Large group dental plans do not seem to be changing all that much, but we are all still waiting to see how large employers react to the ACA as future provisions kick in. The availability inside exchanges of health and dental coverage in 2016 for groups between 50 to 100 employees, and possibly even large groups in 2018, could lead to the need for something different than what’s typically offered today.

Considering Employee Choice

The emergence of private exchanges and the “employee choice model” as an increasingly more common platform from which an employee might select his/her own dental plan are perhaps the biggest things we see happening right now. Such a trend turns dental benefits from a business-to-business (dental plan to small group purchaser) transaction into a business-to-business-to-consumer transaction, with that consumer being the employee. Dental plans may need to turn their attention more to what the individual employee actually wants from their dental coverage, versus what the employer wants to offer and pay for. And that in turn could drive a great degree of change in dental plan designs.

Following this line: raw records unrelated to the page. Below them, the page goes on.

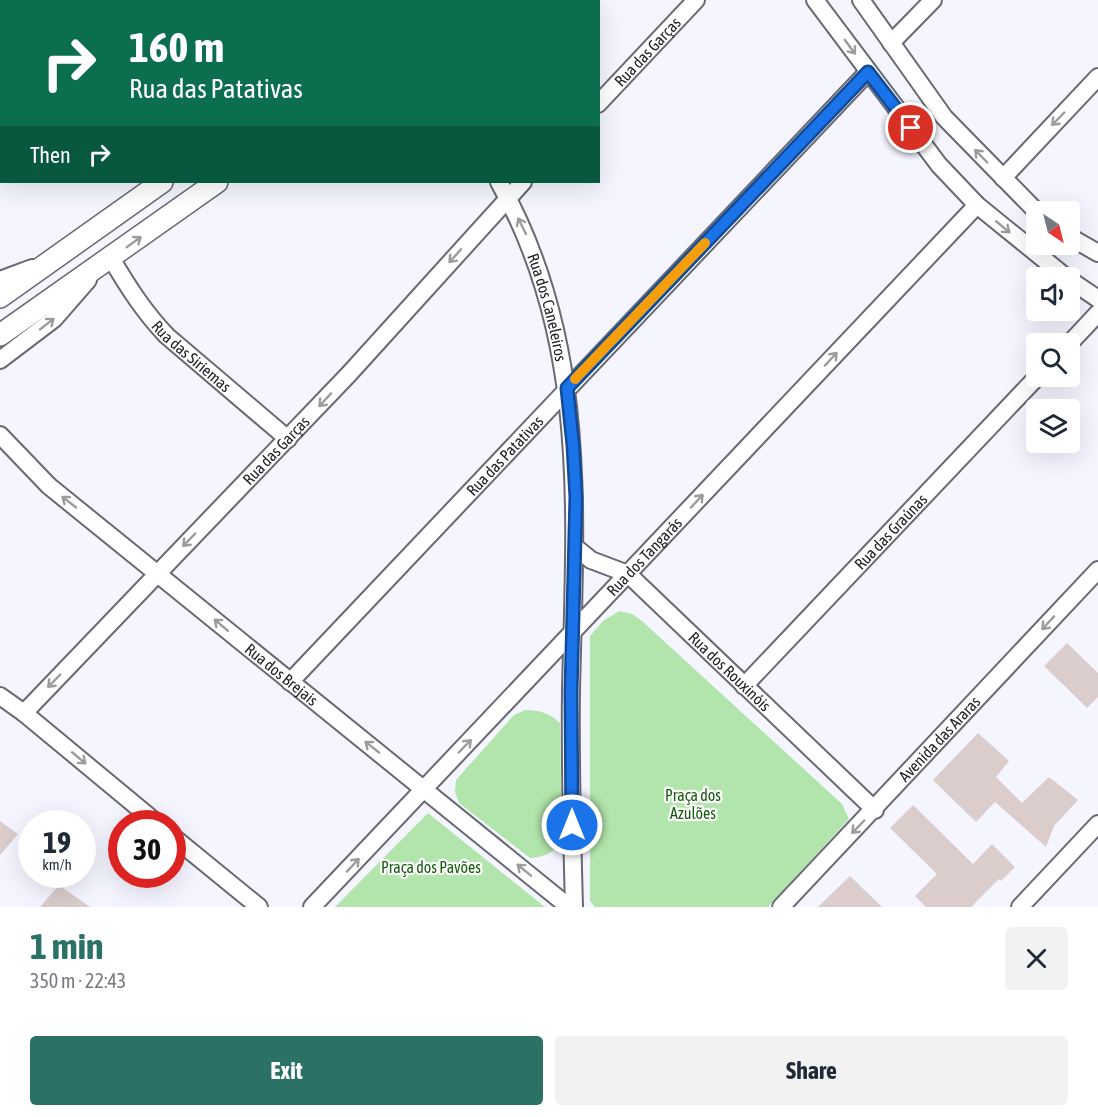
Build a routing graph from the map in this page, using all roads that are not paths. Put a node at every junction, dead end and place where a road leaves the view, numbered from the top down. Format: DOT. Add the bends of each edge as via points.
graph roads {
  1 [pos="696,0"];
  2 [pos="815,0"];
  3 [pos="861,0"];
  4 [pos="933,0"];
  5 [pos="891,43"];
  6 [pos="868,72"];
  7 [pos="1098,77"];
  8 [pos="600,102"];
  9 [pos="1002,178"];
  10 [pos="161,183"];
  11 [pos="216,183"];
  12 [pos="500,183"];
  13 [pos="522,183"];
  14 [pos="508,197"];
  15 [pos="1026,201"];
  16 [pos="977,205"];
  17 [pos="1080,243"];
  18 [pos="1098,253"];
  19 [pos="50,261"];
  20 [pos="105,262"];
  21 [pos="1054,267"];
  22 [pos="0,280"];
  23 [pos="1080,287"];
  24 [pos="0,297"];
  25 [pos="1098,300"];
  26 [pos="1098,313"];
  27 [pos="1079,333"];
  28 [pos="0,335"];
  29 [pos="0,360"];
  30 [pos="1028,387"];
  31 [pos="567,388"];
  32 [pos="0,435"];
  33 [pos="288,439"];
  34 [pos="575,547"];
  35 [pos="157,572"];
  36 [pos="628,574"];
  37 [pos="1095,580"];
  38 [pos="573,631"];
  39 [pos="290,682"];
  40 [pos="744,686"];
  41 [pos="0,696"];
  42 [pos="24,713"];
  43 [pos="424,789"];
  44 [pos="141,810"];
  45 [pos="874,810"];
  46 [pos="1098,824"];
  47 [pos="186,848"];
  48 [pos="258,907"];
  49 [pos="312,907"];
  50 [pos="569,907"];
  51 [pos="574,907"];
  52 [pos="781,907"];
  53 [pos="1020,907"];
  1 -- 8 [label="street, Rua das Garças"];
  2 -- 6 [label="street, one-way"];
  3 -- 5 [label="street"];
  4 -- 5 [label="street"];
  9 -- 5 [label="street, one-way" via="944,117"];
  6 -- 16 [label="street" via="939,165"];
  6 -- 31 [label="street, Rua das Patativas"];
  7 -- 9 [label="street, one-way"];
  9 -- 15 [label="street"];
  10 -- 19 [label="main road"];
  20 -- 11 [label="main road, one-way"];
  12 -- 14 [label="street, Rua dos Caneleiros"];
  13 -- 14 [label="street, Rua das Garças"];
  31 -- 14 [label="street, Rua dos Caneleiros, one-way" via="542,280 529,240"];
  14 -- 33 [label="street, Rua das Garças, one-way"];
  16 -- 21 [label="street, one-way"];
  36 -- 16 [label="street, Rua dos Tangarás, one-way"];
  17 -- 18 [label="street"];
  19 -- 22 [label="street"];
  19 -- 24 [label="main road"];
  20 -- 28 [label="main road"];
  29 -- 20 [label="street, one-way" via="54,319"];
  20 -- 33 [label="street, Rua das Siriemas" via="167,336"];
  23 -- 25 [label="street"];
  26 -- 27 [label="street"];
  30 -- 40 [label="street, Rua das Graúnas"];
  31 -- 34 [label="street, Rua dos Caneleiros" via="574,455"];
  31 -- 39 [label="street, Rua das Patativas"];
  35 -- 32 [label="street, Rua dos Brejais, one-way" via="49,486"];
  33 -- 35 [label="street, Rua das Garças, one-way"];
  34 -- 36 [label="street, Rua dos Rouxinóis" via="591,560"];
  34 -- 38 [label="street, Rua dos Caneleiros"];
  39 -- 35 [label="street, Rua dos Brejais, one-way"];
  35 -- 42 [label="street, Rua das Garças, one-way"];
  36 -- 38 [label="street, Rua dos Tangarás"];
  36 -- 40 [label="street, Rua dos Rouxinóis"];
  37 -- 45 [label="street, Avenida das Araras, one-way"];
  43 -- 38 [label="street, Rua dos Tangarás, one-way"];
  38 -- 51 [label="street, Rua dos Caneleiros"];
  43 -- 39 [label="street, Rua dos Brejais, one-way"];
  40 -- 45 [label="street, Rua dos Rouxinóis"];
  41 -- 42 [label="street"];
  42 -- 44 [label="street, one-way"];
  49 -- 43 [label="street, Rua dos Tangarás, one-way"];
  50 -- 43 [label="street, Rua dos Brejais, one-way"];
  45 -- 52 [label="street, Avenida das Araras, one-way"];
  46 -- 53 [label="street"];
  47 -- 48 [label="street"];
}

Delta Dental constantly reviews and discusses plan designs internally. We are always thinking about what lower cost products might gain traction with consumers not covered today, how we might alter our networks and what plan designs might encourage wellness and prevention. We are interested in how to reward dentists for providing better care instead of more care, which in turn could lead to a different way of designing plans. As we fine-tune our offerings, we’ll certainly be talking to Morgan-White Group and others to see what market demand might exist for something new, different, and perhaps even more effective at promoting good oral health.

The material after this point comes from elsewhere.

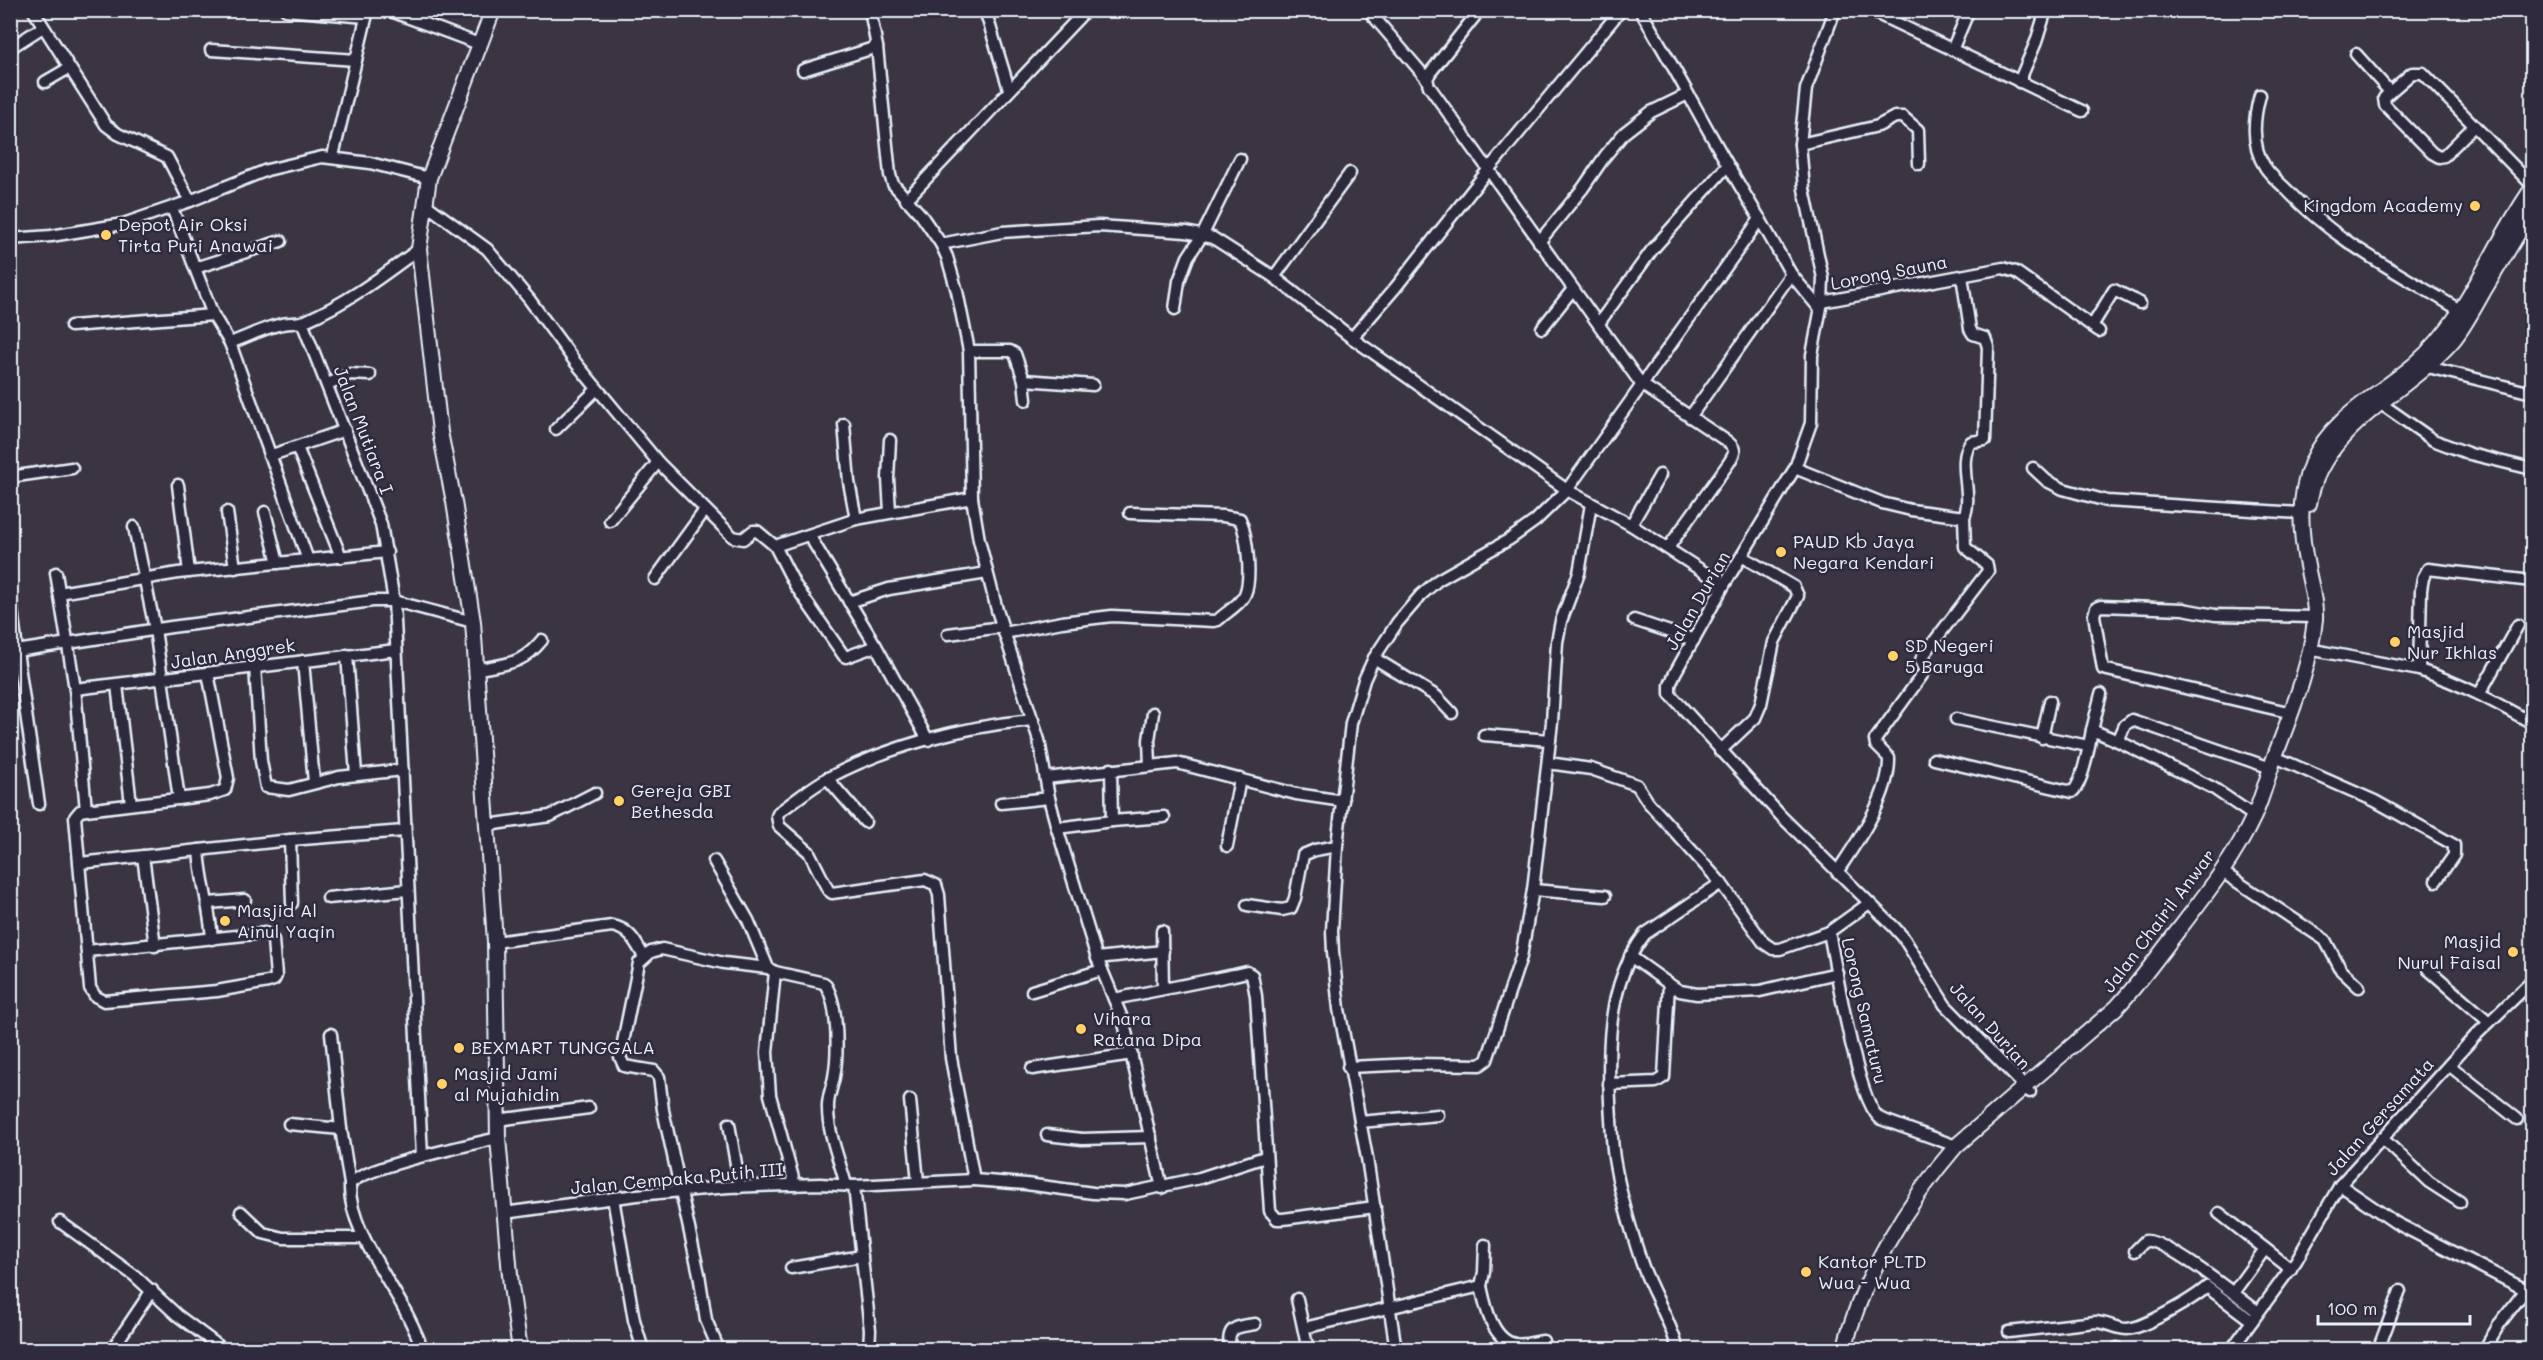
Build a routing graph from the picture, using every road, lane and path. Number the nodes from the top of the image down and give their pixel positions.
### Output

What wisdom do you have for a broker who enjoys selling dental in today’s changing markets?

The real key is for brokers right now is for them to know, understand and explain the difference to clients between embedded dental and stand-alone dental benefits. Brokers will want to look carefully at how their clients’ health plan deals with pediatric dental before recommending a group dental plan.

Remember that some embedded dental benefits barely cover dental at all, and they almost never covers adults. So a good company like Delta Dental – with deep command and understanding of the many confusing ACA-related rules – can usually add value. We know what is ACA-compliant, what the purchaser is and isn’t required to purchase, and how to mix and match products to fulfill the needs of our customers. We have more experience than any other carrier when it comes to inside and outside exchange products.

The silver lining to all the confusing rules laid out above is that brokers have an even greater opportunity to provide value to clients, specifically with regard to the dental part of health benefits.